**What the exercise asks**:
The copy you return must match the listing word for word and carry no pictures.

**Data section**:

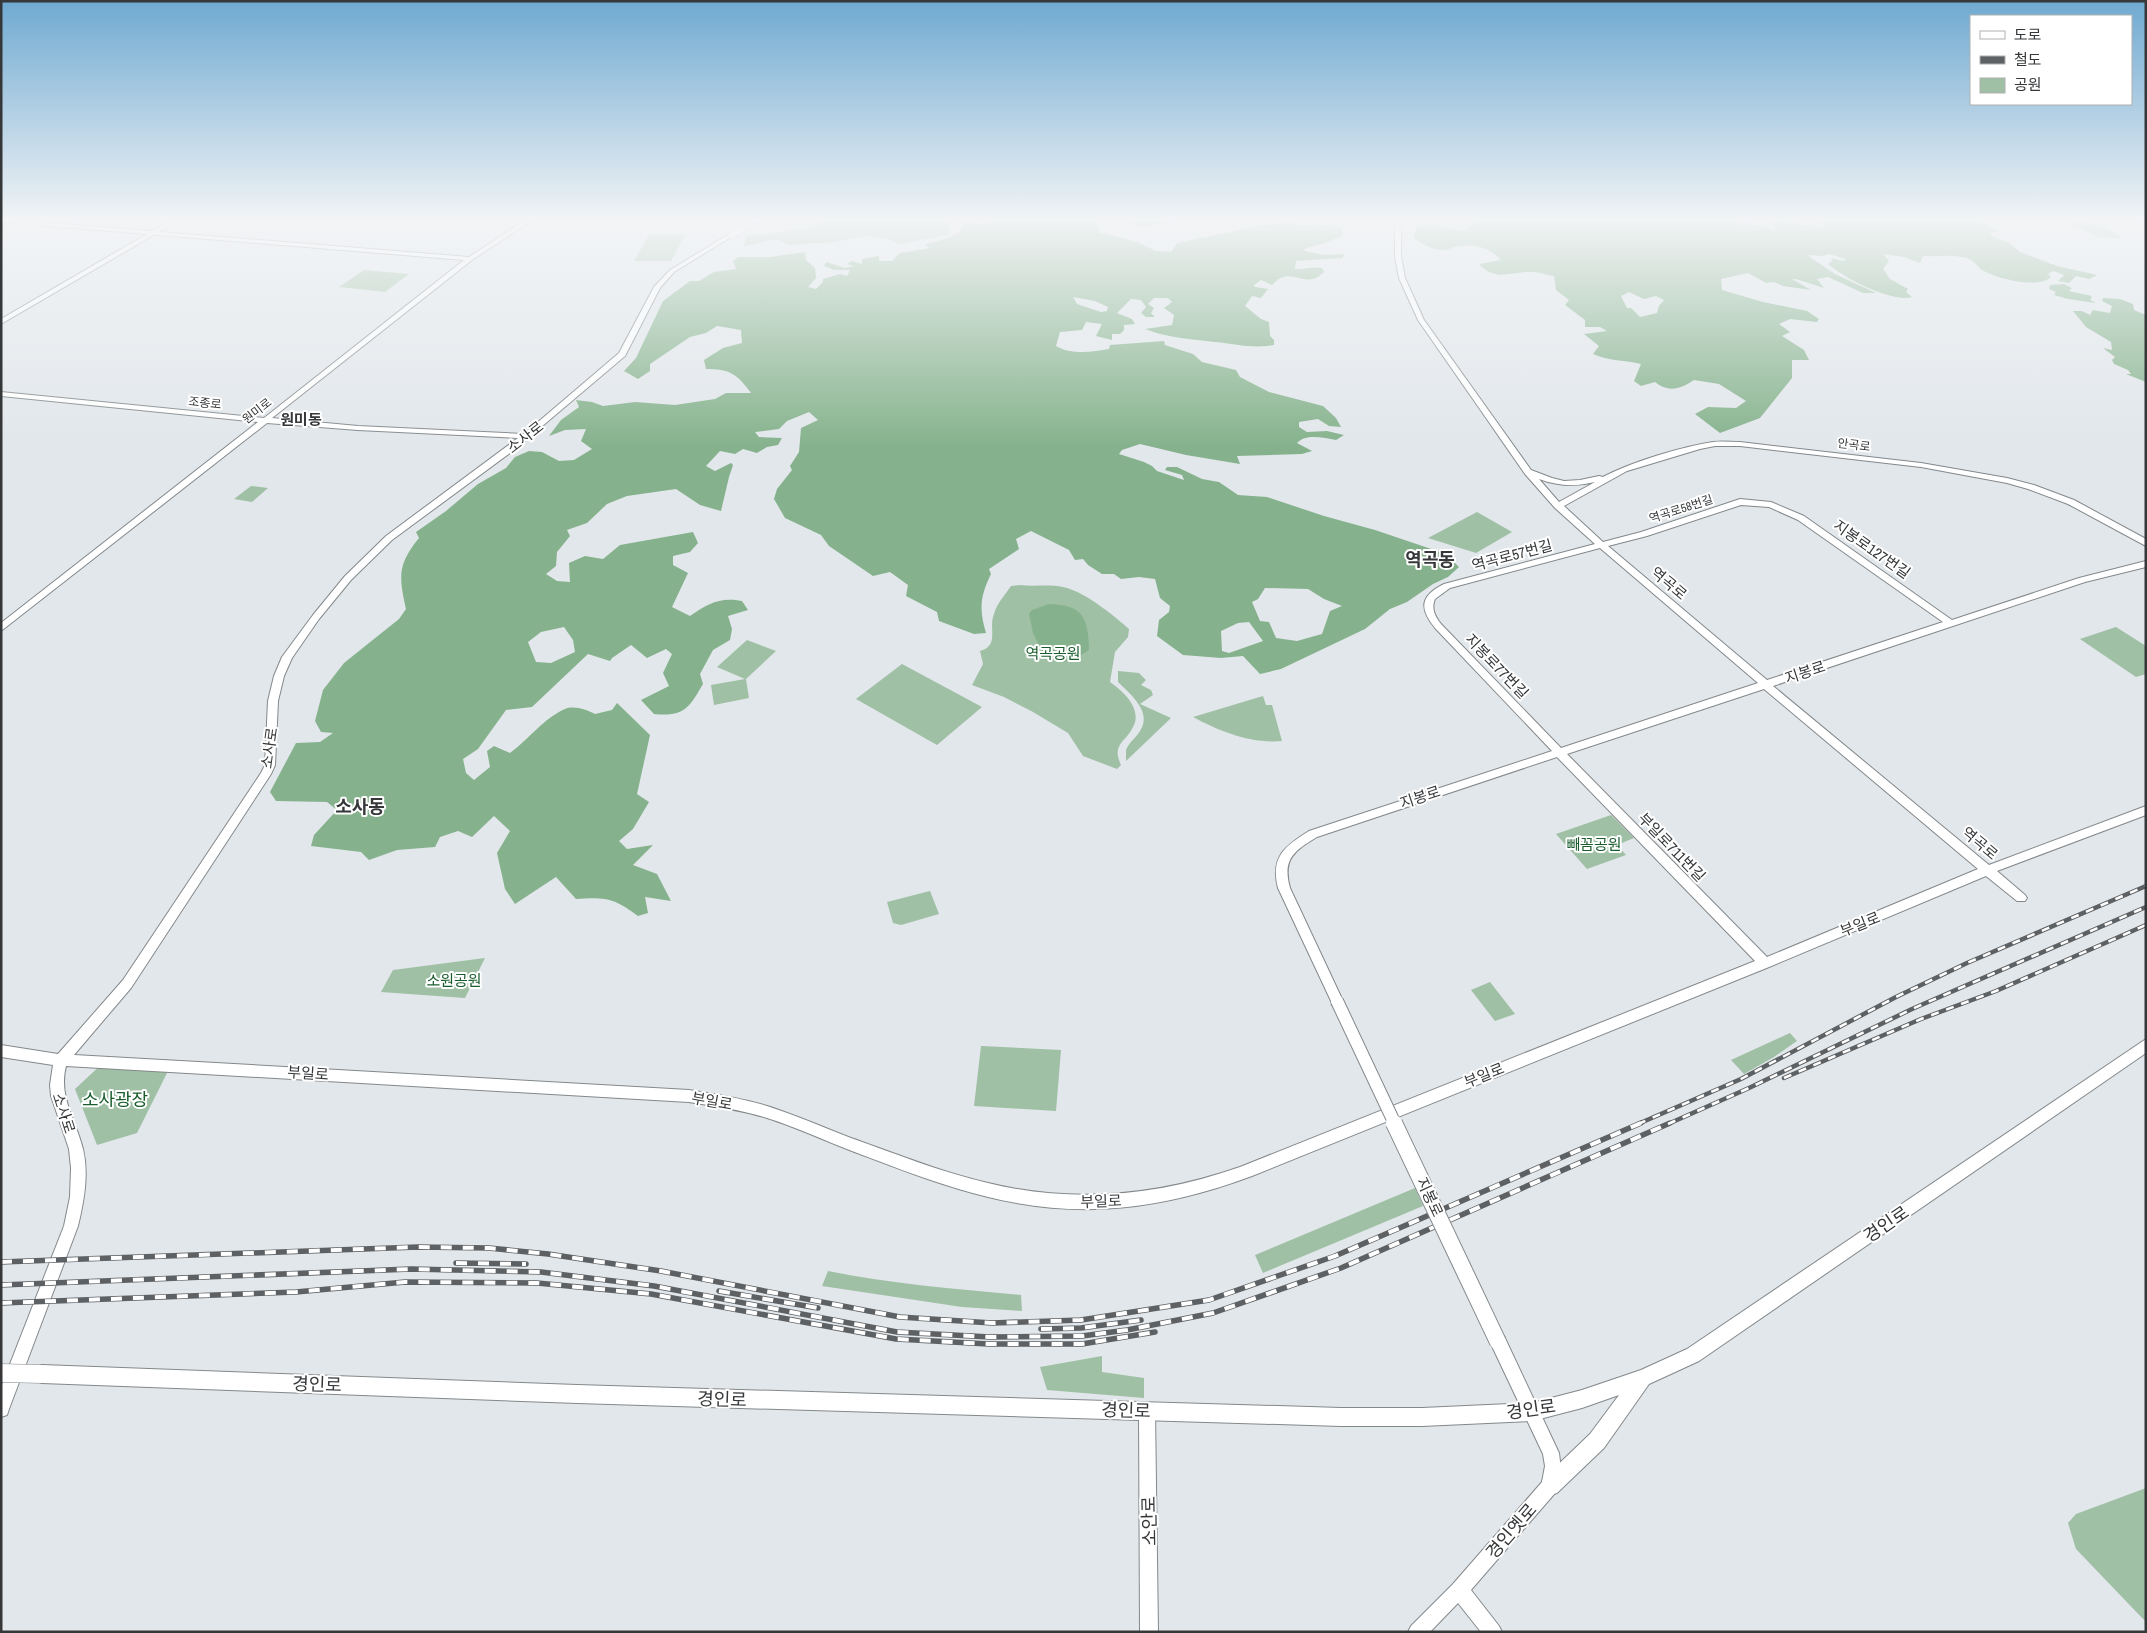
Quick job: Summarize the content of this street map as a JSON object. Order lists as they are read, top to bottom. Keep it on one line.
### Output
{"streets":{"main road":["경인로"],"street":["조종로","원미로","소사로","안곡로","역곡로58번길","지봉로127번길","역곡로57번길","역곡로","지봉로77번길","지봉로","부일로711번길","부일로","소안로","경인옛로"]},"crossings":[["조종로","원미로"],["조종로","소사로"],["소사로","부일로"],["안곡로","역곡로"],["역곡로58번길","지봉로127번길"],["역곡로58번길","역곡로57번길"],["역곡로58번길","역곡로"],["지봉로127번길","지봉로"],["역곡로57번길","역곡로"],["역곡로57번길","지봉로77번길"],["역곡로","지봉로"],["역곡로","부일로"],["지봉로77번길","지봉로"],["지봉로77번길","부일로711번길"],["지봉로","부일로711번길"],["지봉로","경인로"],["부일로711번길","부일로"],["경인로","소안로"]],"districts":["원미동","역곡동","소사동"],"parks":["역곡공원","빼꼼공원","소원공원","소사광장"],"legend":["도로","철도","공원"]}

**Your response**:
Quick job: Summarize the content of this street map as a JSON object. Order lists as they are read, top to bottom. Keep it on one line.
### Output
{"streets":{"main road":["경인로"],"street":["조종로","원미로","소사로","안곡로","역곡로58번길","지봉로127번길","역곡로57번길","역곡로","지봉로77번길","지봉로","부일로711번길","부일로","소안로","경인옛로"]},"crossings":[["조종로","원미로"],["조종로","소사로"],["소사로","부일로"],["안곡로","역곡로"],["역곡로58번길","지봉로127번길"],["역곡로58번길","역곡로57번길"],["역곡로58번길","역곡로"],["지봉로127번길","지봉로"],["역곡로57번길","역곡로"],["역곡로57번길","지봉로77번길"],["역곡로","지봉로"],["역곡로","부일로"],["지봉로77번길","지봉로"],["지봉로77번길","부일로711번길"],["지봉로","부일로711번길"],["지봉로","경인로"],["부일로711번길","부일로"],["경인로","소안로"]],"districts":["원미동","역곡동","소사동"],"parks":["역곡공원","빼꼼공원","소원공원","소사광장"],"legend":["도로","철도","공원"]}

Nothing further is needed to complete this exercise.